(Stored data entries)
────────

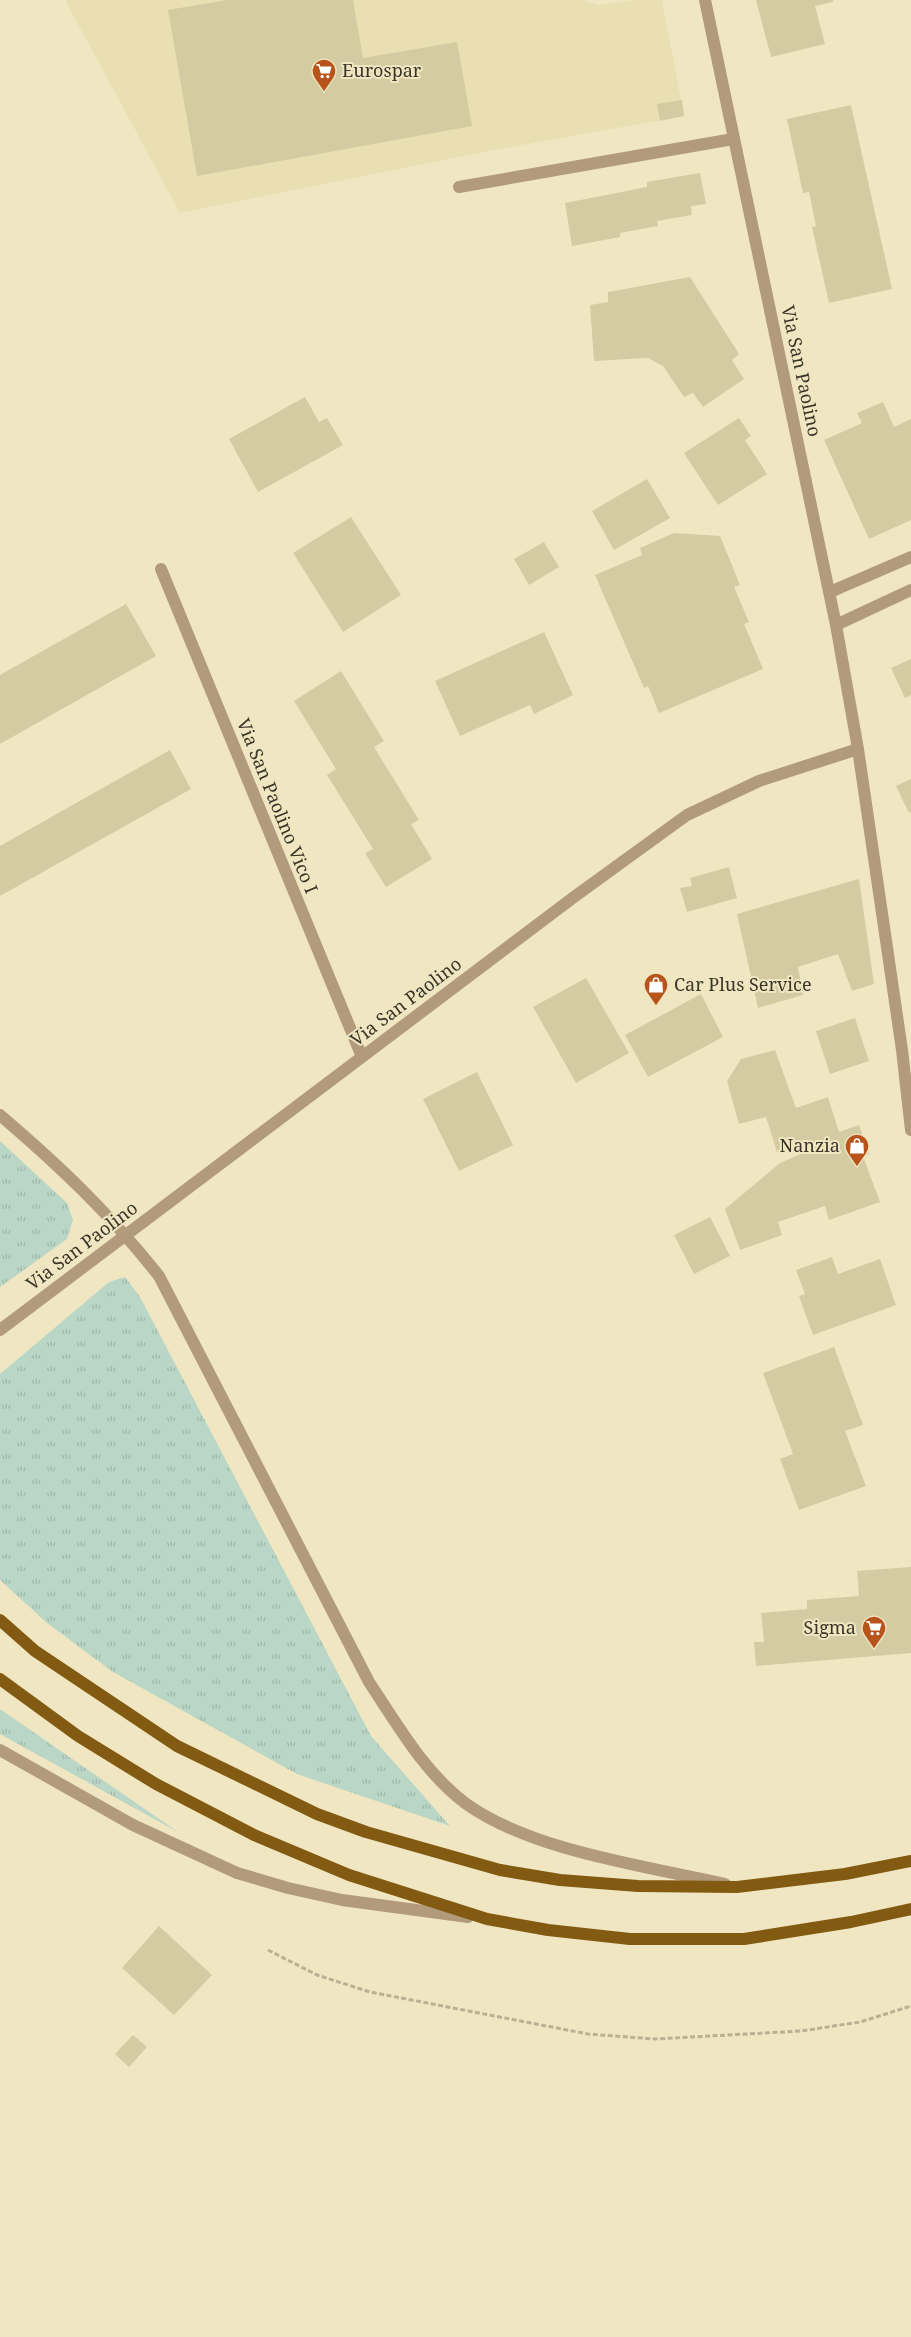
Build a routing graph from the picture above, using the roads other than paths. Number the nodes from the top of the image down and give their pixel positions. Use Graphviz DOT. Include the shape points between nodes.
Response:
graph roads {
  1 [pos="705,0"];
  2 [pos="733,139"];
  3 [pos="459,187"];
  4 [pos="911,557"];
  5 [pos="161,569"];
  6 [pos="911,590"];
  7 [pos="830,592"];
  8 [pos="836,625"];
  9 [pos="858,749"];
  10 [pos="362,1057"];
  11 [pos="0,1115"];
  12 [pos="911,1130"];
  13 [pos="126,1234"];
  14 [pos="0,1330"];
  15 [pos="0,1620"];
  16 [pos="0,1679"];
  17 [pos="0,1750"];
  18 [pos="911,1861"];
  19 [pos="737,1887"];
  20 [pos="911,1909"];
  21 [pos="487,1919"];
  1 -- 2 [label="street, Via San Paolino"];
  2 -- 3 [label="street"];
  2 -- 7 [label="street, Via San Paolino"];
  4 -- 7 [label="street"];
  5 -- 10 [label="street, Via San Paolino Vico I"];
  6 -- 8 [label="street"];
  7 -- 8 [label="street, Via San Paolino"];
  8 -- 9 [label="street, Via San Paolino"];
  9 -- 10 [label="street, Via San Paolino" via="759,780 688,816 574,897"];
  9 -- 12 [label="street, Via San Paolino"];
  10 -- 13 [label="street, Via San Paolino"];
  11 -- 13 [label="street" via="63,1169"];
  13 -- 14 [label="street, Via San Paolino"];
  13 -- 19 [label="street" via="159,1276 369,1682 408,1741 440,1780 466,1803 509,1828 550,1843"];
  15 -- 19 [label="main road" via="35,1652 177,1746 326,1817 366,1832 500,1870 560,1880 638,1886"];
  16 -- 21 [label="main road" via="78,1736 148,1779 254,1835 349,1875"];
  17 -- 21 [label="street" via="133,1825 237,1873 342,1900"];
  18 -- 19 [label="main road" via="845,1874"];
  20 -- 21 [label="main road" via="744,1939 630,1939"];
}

────────

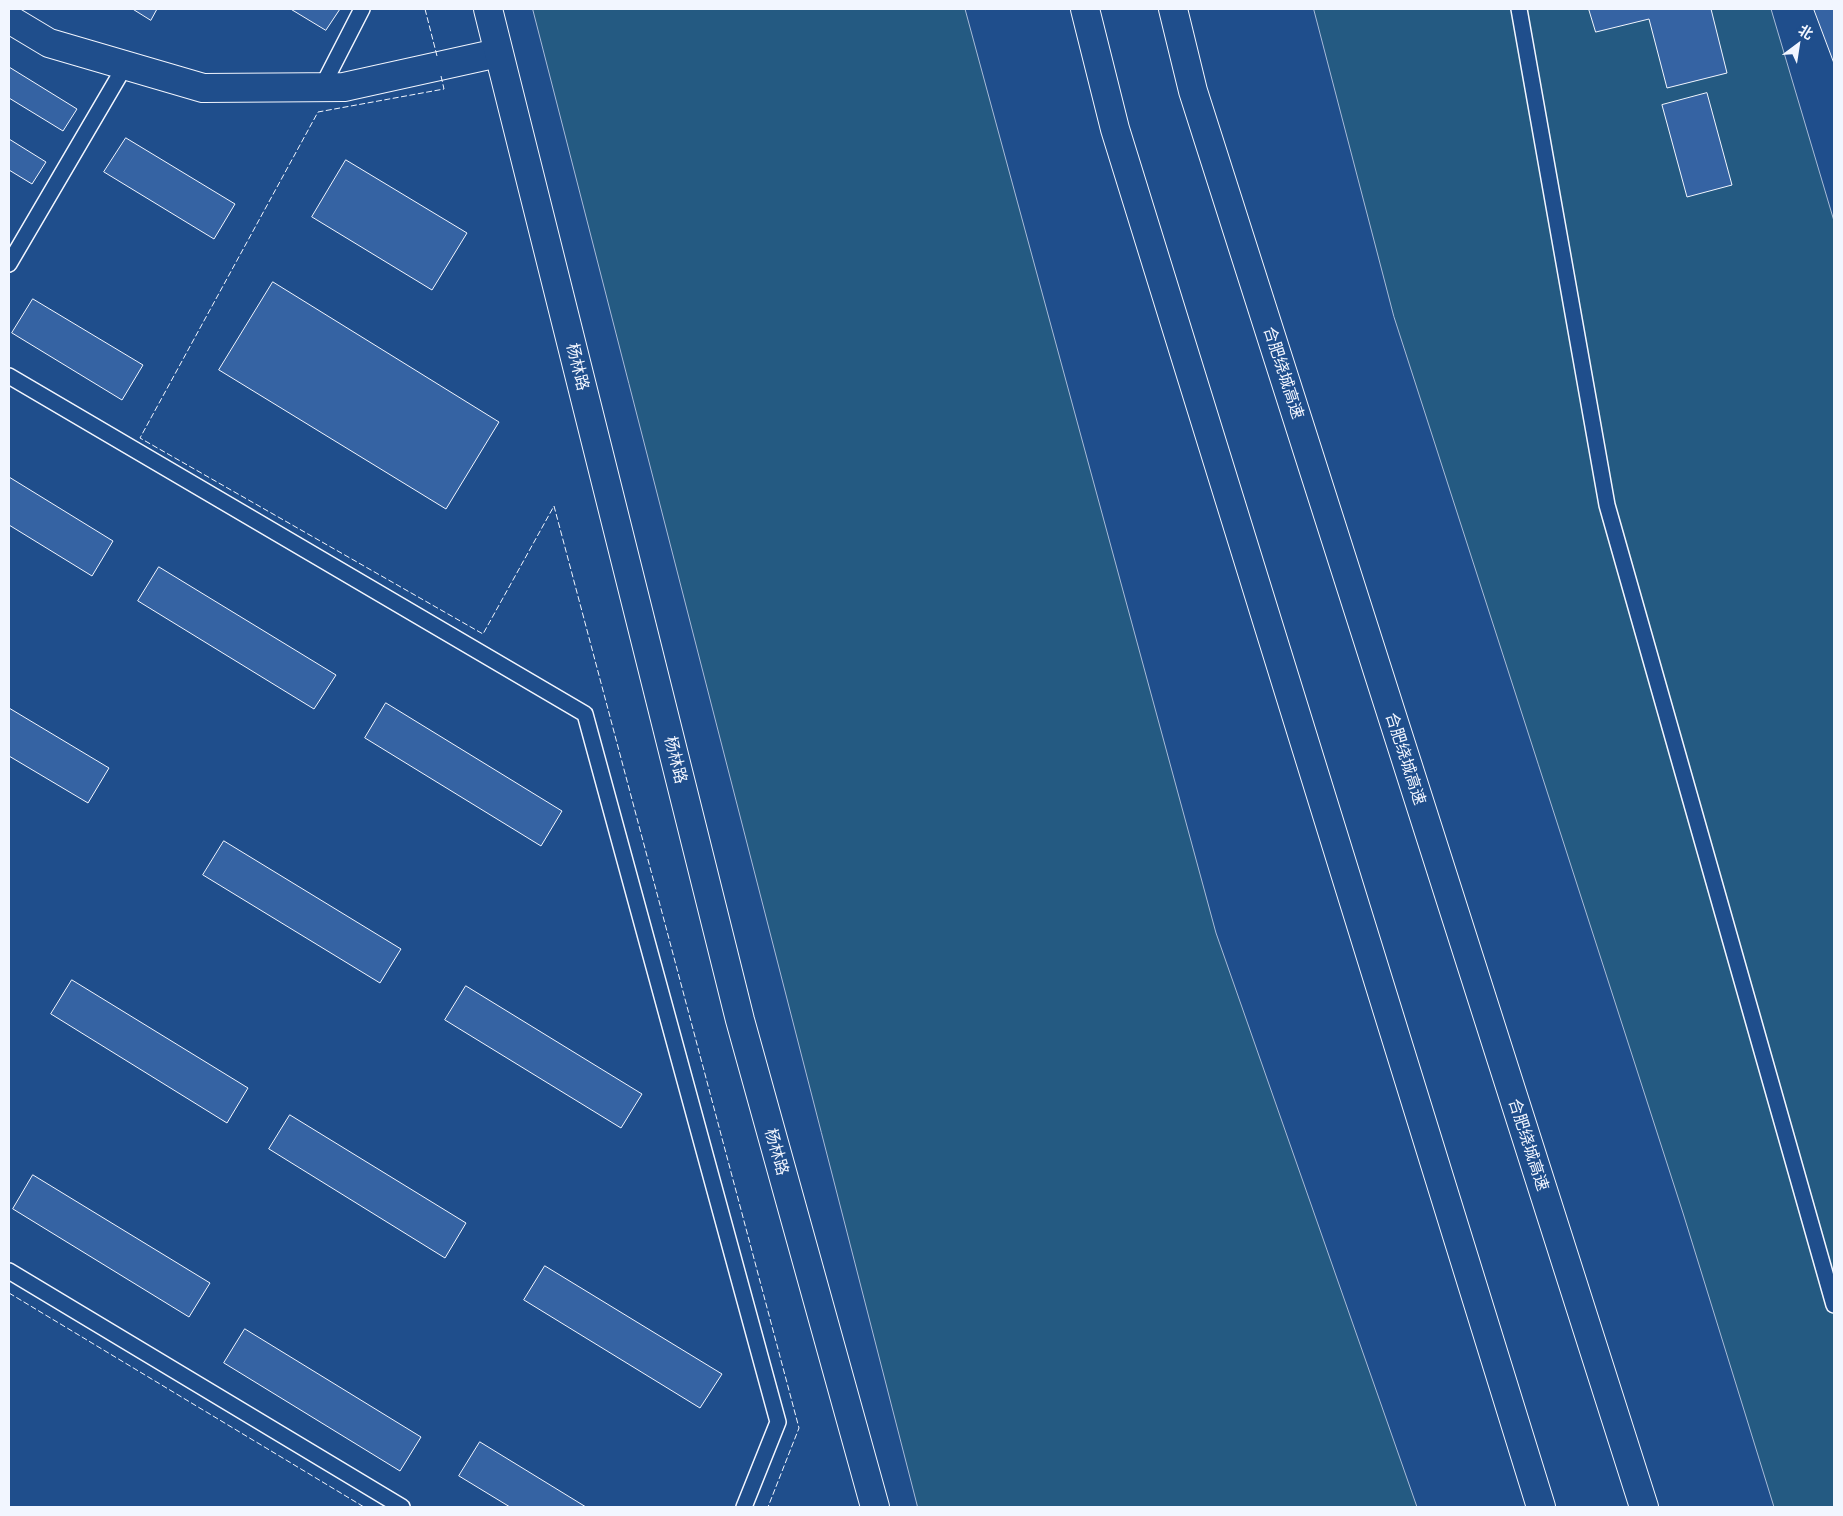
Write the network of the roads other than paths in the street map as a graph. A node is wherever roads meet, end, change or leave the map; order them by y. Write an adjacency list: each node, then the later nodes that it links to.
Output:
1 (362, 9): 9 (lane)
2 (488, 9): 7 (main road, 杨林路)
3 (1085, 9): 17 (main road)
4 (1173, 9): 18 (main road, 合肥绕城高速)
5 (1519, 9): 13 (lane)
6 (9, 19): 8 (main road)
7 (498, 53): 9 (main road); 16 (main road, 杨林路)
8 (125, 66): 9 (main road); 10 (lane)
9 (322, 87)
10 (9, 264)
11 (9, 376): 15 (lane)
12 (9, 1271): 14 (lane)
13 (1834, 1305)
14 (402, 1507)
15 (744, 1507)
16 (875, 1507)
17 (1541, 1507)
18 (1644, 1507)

────────

Work out how many lines in the data above contain the word "other" and respond with that number only.

2